Namun, di balik niat baik itu, terdapat tantangan besar dalam pelaksanaannya.
Di masa awal, usia siswa yang diterima berkisar antara 14 hingga 18 tahun. Namun, pada 1878, usia itu diturunkan menjadi 12–14 tahun dengan alasan pedagogis, anak yang lebih muda dinilai lebih cepat belajar bahasa Belanda, bahasa resmi yang mulai diwajibkan dalam kurikulum.
Bahkan pada 1885, aturan diperketat. Para siswa wajib berbicara dalam bahasa Belanda di luar jam pelajaran. Pemerintah kolonial juga hanya mengizinkan mereka yang telah fasih membaca, menulis, dan berbicara dalam bahasa Belanda untuk masuk. Akibatnya, peluang belajar semakin terbatas.
Kebanyakan dari mereka yang lolos seleksi adalah lulusan Europeesche Lagere School (ELS), sekolah menengah bergengsi yang biayanya hanya terjangkau oleh anak-anak dari keluarga bangsawan atau elite pribumi, terutama di Jawa.
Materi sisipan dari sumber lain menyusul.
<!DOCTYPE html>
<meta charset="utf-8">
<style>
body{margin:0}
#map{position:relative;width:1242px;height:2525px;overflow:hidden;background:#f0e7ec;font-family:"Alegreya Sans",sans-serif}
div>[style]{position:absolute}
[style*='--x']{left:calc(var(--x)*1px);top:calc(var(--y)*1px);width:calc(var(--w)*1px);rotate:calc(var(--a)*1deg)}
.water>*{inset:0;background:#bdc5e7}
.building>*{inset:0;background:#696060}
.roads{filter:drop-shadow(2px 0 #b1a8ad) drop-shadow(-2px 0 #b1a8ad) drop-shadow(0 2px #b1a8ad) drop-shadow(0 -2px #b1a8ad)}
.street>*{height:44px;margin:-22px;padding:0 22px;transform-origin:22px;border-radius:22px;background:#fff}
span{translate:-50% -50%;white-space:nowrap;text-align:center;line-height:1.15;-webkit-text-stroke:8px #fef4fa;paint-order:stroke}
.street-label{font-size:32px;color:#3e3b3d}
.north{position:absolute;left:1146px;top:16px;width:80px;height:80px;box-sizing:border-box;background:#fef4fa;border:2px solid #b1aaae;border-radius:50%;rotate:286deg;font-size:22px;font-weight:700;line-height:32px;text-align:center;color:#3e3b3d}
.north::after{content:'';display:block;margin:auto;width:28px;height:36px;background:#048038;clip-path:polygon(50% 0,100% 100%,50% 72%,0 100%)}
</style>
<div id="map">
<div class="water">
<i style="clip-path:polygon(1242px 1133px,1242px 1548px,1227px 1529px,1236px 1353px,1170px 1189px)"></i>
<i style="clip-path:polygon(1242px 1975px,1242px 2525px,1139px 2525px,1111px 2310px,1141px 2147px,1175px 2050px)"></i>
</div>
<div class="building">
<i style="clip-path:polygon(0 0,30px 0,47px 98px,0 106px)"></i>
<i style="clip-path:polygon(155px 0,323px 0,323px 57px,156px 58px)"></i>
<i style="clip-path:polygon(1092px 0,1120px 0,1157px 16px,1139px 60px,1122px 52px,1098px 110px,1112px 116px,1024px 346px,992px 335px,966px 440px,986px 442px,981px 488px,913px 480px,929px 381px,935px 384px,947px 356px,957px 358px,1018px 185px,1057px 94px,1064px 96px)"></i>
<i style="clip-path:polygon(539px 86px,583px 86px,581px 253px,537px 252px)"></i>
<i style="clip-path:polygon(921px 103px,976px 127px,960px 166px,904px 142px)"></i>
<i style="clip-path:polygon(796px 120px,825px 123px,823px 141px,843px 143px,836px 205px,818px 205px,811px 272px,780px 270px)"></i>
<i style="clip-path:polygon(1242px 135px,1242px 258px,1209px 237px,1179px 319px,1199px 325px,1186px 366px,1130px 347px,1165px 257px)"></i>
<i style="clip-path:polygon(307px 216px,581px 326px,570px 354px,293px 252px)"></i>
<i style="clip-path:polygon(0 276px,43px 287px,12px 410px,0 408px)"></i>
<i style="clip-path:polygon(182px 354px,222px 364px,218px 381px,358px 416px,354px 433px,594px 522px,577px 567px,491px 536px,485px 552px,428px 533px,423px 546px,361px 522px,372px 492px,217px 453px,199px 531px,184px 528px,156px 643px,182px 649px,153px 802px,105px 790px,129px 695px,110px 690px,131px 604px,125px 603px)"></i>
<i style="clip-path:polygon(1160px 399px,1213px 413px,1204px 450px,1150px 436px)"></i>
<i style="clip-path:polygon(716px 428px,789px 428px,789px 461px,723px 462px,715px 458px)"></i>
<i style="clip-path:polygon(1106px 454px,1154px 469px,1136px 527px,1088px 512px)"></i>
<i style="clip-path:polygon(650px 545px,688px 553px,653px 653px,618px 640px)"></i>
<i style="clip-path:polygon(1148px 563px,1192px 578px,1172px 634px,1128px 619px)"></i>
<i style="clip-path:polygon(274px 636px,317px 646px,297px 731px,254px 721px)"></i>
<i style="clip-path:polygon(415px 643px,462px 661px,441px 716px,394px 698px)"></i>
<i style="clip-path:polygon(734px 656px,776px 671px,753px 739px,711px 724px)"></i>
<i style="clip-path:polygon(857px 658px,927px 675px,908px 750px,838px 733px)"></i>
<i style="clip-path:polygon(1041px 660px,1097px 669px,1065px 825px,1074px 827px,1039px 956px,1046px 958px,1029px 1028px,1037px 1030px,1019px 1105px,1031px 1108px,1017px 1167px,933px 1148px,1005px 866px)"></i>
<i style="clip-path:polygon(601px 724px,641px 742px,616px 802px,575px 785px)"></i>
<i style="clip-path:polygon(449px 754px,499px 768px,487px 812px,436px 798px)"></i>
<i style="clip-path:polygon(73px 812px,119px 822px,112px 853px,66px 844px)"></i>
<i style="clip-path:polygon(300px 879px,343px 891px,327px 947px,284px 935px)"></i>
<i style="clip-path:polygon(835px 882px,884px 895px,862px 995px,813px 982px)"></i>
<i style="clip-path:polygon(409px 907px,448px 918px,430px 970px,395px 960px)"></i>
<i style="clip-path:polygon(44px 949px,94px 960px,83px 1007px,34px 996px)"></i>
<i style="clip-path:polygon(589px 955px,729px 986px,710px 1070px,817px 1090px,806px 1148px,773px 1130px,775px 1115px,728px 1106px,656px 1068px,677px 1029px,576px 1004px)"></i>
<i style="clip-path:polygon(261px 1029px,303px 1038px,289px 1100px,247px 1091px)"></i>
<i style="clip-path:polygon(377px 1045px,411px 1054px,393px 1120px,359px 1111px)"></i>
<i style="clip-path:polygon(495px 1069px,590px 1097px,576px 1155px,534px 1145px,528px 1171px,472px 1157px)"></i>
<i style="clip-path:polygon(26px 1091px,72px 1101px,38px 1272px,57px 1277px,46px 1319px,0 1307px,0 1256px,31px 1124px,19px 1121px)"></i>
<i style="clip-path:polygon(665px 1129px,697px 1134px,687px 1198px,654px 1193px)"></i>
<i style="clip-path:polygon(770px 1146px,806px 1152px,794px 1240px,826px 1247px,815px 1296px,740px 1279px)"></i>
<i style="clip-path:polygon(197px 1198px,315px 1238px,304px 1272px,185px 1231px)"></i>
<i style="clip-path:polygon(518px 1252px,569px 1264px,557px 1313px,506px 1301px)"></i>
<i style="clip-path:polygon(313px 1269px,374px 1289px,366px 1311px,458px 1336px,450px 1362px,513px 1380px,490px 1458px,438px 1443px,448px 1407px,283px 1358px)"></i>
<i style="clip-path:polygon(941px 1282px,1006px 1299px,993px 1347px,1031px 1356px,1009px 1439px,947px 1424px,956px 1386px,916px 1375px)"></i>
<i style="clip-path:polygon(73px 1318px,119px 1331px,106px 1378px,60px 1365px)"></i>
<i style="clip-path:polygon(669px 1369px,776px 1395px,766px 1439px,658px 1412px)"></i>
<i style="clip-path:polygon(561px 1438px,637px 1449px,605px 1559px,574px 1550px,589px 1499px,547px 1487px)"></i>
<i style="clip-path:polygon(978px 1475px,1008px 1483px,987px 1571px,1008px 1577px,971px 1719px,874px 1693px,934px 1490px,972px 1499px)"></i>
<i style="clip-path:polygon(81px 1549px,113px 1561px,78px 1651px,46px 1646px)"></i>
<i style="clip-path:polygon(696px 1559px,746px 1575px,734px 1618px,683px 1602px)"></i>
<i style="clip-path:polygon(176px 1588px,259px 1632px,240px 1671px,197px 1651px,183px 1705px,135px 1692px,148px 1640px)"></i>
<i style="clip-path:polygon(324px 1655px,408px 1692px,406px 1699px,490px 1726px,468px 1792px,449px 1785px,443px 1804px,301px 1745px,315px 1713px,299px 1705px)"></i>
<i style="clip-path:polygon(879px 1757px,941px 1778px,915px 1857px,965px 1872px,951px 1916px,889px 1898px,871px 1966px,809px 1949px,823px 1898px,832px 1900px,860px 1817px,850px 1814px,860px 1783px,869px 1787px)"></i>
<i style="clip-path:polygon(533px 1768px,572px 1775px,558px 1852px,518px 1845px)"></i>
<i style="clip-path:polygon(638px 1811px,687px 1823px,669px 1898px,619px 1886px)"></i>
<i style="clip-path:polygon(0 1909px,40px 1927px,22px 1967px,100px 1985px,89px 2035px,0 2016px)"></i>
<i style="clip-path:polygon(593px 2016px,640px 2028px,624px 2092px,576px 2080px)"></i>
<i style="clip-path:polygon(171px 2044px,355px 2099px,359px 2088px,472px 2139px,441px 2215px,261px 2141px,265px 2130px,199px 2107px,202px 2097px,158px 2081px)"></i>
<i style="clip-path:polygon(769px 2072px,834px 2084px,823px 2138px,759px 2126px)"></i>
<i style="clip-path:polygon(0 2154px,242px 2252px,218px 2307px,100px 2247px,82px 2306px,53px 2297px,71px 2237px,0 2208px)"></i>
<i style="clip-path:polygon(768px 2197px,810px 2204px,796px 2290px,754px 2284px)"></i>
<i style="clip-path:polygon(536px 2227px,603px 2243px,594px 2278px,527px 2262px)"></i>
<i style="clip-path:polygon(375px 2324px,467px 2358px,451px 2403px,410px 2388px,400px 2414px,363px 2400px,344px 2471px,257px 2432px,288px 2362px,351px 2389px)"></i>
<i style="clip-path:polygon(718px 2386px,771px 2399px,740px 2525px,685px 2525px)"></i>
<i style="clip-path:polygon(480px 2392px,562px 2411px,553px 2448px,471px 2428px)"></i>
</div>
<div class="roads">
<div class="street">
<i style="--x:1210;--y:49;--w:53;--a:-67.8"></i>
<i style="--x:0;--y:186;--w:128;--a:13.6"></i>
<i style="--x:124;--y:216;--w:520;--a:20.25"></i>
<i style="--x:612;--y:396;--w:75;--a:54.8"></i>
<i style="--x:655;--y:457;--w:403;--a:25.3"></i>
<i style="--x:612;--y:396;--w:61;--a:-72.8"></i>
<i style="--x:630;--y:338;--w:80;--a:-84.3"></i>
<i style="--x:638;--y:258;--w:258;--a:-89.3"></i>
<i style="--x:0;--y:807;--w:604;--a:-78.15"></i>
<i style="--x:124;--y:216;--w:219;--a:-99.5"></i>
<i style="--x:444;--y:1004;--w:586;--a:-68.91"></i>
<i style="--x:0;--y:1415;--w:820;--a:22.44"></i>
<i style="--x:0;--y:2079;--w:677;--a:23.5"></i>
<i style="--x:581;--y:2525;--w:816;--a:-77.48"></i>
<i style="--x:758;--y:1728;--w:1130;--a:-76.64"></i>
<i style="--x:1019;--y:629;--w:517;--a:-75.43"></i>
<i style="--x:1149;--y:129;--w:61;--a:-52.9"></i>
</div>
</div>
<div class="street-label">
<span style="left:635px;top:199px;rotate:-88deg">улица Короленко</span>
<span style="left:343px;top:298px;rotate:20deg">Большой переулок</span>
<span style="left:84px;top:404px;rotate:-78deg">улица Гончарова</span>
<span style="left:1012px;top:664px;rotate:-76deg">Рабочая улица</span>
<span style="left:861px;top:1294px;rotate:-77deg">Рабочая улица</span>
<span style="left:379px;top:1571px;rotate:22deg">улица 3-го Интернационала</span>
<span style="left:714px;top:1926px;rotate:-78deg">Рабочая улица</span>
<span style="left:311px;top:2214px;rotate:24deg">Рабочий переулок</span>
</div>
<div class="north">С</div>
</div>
Ketika pihak sekolah memprioritaskan lulusan ELS, jumlah siswa menurun drastis. Menyadari hal itu, pada 1891 pemerintah membuka akses baru. Delapan anak laki-laki yang berminat menjadi dokter Djawa diizinkan mengikuti ELS secara gratis. Kebijakan ini menjadi angin segar bagi siswa dari kalangan tidak mampu.
Pada tahun-tahun berikutnya, seleksi calon siswa diperluas hingga ke luar Jawa, termasuk ke Madura. Kapasitas penerimaan pun meningkat dari semula 30 orang menjadi 80 orang pada tahun 1900.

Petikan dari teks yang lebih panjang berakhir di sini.